Dallas Dance, superintendent of Baltimore County Public Schools, has found success with programs that allow students to simultaneously pursue a high school diploma and associates degree.
In this collective pursuit for higher achievement by universities, educational organizations and policy makers, often left out of the fold of accountability are high schools across the country — who have been moreso tasked with the obligation of graduating students from secondary institutions with diplomas that are not viable for the demands of sustainable employment opportunities in the country.
In a recent study, “High School Benchmarks: National College Progression Rates,” released by the National Student Clearinghouse Research Center, high school administrators have been presented with data for their introduction into this nationwide call for action.

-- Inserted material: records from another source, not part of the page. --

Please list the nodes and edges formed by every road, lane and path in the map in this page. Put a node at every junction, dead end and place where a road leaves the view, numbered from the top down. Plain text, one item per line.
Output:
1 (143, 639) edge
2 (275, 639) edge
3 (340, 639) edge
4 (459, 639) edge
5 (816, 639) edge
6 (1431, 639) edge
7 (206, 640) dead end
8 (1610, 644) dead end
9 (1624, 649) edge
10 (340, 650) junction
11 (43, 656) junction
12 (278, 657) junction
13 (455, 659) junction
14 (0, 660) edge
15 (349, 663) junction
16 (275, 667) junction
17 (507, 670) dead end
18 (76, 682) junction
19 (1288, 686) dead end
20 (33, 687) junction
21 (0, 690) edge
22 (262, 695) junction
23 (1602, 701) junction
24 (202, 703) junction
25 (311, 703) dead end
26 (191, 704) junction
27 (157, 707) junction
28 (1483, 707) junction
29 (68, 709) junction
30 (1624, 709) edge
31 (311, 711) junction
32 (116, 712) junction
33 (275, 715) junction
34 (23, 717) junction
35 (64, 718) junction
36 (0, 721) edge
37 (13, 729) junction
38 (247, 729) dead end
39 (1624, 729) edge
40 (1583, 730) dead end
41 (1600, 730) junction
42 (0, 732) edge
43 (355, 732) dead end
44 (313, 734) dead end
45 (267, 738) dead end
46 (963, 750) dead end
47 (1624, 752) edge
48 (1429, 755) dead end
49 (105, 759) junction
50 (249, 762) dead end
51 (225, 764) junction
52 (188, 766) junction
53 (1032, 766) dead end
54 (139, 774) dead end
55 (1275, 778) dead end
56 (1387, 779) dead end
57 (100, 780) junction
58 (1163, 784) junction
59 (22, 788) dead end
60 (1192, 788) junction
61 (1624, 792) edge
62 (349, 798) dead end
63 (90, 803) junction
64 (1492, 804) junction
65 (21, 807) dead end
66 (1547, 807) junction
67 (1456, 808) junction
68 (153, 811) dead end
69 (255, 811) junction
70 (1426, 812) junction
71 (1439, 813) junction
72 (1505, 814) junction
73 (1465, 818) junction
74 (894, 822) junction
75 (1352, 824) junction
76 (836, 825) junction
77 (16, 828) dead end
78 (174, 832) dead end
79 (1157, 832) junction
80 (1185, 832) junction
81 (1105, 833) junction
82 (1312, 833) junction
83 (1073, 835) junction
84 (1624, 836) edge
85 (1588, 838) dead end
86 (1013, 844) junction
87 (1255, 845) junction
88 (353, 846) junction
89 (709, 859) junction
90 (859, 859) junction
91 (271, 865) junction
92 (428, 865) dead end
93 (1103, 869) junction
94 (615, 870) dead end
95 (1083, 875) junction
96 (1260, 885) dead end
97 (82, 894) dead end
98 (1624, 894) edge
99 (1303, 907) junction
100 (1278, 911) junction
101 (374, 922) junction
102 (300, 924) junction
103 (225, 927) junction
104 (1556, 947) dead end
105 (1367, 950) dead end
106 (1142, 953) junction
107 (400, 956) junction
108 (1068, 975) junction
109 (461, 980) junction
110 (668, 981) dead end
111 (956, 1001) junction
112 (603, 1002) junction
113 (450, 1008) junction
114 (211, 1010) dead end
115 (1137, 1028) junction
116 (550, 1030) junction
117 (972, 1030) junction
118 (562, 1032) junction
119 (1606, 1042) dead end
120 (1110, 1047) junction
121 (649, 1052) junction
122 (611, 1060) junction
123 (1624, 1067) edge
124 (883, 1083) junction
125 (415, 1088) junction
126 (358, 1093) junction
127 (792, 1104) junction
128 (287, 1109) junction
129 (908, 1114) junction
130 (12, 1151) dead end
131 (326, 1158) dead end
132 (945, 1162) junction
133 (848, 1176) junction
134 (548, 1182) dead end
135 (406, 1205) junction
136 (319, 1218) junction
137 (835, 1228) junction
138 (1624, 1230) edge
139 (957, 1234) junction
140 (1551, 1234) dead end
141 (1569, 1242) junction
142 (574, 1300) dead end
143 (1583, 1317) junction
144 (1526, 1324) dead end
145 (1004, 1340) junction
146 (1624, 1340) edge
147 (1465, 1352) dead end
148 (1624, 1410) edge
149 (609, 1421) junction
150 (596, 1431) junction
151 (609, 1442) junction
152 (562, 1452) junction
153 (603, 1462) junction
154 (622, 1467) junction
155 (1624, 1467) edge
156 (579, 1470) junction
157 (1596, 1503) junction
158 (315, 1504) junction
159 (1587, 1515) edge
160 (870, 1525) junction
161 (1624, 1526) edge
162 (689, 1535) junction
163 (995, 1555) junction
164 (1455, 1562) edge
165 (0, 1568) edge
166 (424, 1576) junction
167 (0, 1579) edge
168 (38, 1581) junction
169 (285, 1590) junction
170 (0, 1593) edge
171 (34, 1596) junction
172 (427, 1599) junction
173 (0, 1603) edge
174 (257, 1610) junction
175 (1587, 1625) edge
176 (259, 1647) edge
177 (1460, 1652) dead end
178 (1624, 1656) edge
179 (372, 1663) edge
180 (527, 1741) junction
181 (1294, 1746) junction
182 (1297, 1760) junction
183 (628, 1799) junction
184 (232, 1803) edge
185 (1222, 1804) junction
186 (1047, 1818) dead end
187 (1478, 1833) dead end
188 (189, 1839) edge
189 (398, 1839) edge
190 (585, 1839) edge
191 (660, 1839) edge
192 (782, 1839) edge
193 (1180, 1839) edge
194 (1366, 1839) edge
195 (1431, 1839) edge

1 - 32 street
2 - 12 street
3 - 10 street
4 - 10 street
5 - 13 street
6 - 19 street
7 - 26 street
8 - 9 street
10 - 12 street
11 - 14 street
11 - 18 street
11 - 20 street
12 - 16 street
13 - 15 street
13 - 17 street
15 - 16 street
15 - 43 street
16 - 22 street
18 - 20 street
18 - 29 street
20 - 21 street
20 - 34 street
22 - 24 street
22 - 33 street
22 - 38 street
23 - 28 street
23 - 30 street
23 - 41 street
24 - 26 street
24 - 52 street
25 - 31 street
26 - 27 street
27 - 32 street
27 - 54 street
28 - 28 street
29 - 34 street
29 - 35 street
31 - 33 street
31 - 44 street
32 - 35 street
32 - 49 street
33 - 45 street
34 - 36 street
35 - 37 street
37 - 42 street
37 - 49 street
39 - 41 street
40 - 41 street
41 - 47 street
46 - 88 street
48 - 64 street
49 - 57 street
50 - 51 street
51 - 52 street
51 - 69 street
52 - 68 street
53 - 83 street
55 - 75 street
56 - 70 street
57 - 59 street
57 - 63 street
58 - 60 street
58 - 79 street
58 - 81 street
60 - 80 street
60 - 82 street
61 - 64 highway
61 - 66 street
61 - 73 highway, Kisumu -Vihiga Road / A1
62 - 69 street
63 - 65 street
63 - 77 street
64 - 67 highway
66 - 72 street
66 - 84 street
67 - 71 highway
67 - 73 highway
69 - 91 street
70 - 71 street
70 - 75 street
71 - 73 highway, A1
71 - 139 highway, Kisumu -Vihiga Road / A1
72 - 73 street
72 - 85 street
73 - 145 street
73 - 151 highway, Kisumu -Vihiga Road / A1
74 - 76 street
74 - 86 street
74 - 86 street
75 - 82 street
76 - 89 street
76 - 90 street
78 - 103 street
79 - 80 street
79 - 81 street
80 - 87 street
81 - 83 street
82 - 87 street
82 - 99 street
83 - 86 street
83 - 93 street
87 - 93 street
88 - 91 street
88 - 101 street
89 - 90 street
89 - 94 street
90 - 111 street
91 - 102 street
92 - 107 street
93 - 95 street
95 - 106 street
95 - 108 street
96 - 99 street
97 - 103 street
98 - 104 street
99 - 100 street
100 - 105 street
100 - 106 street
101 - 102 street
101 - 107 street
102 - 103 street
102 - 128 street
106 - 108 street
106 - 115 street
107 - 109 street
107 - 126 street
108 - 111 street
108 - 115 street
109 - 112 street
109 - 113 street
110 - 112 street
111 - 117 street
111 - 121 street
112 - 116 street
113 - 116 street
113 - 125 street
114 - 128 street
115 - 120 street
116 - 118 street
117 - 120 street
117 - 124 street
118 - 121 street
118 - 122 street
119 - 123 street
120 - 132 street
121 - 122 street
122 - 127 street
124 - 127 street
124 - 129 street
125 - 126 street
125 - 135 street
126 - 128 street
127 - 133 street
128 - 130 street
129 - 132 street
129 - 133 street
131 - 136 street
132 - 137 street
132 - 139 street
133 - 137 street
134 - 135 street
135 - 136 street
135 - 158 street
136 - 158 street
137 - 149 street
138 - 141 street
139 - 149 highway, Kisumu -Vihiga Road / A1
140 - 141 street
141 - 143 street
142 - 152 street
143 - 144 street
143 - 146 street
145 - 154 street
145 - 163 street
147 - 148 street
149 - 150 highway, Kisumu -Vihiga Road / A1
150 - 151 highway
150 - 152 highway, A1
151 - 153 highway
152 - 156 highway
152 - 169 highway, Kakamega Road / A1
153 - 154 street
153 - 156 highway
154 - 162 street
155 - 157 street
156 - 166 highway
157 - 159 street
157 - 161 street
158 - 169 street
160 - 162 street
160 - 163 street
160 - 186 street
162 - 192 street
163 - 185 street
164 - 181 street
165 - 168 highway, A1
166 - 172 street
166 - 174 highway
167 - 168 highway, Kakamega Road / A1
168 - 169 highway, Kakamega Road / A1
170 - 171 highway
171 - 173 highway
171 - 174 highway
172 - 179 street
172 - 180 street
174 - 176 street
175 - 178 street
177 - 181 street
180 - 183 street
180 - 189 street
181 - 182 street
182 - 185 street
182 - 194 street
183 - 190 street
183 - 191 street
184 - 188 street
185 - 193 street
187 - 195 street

“We are trying to focus on the role of high schools and make sure high schools aren’t the weak link,” said Dr. Doug Shapiro, executive research director at the National Student Clearinghouse Research Center, during a roundtable panel discussion held on Tuesday to highlight the report’s findings.
For the first time, data has been retrieved to offer benchmarks for public high schools to compare their graduates’ college transition rates nationwide. Before now, high school administrators have relied on unfocused student exit interviews and spotty submissions of post-graduate surveys to draw conclusions on the number of students who leave their schools and go on to attend and graduate from college.
But at this point, “it is time to stop believing what our gut tells us and start looking at the data to know what’s truly happening to our students,” said panelist Kim Cook, executive director of the National College Access Network.
The report is a descriptive study of more than 2.3 million high school students’ college transition rates from 2010-’12, based on school-level demographic and geographic characteristics.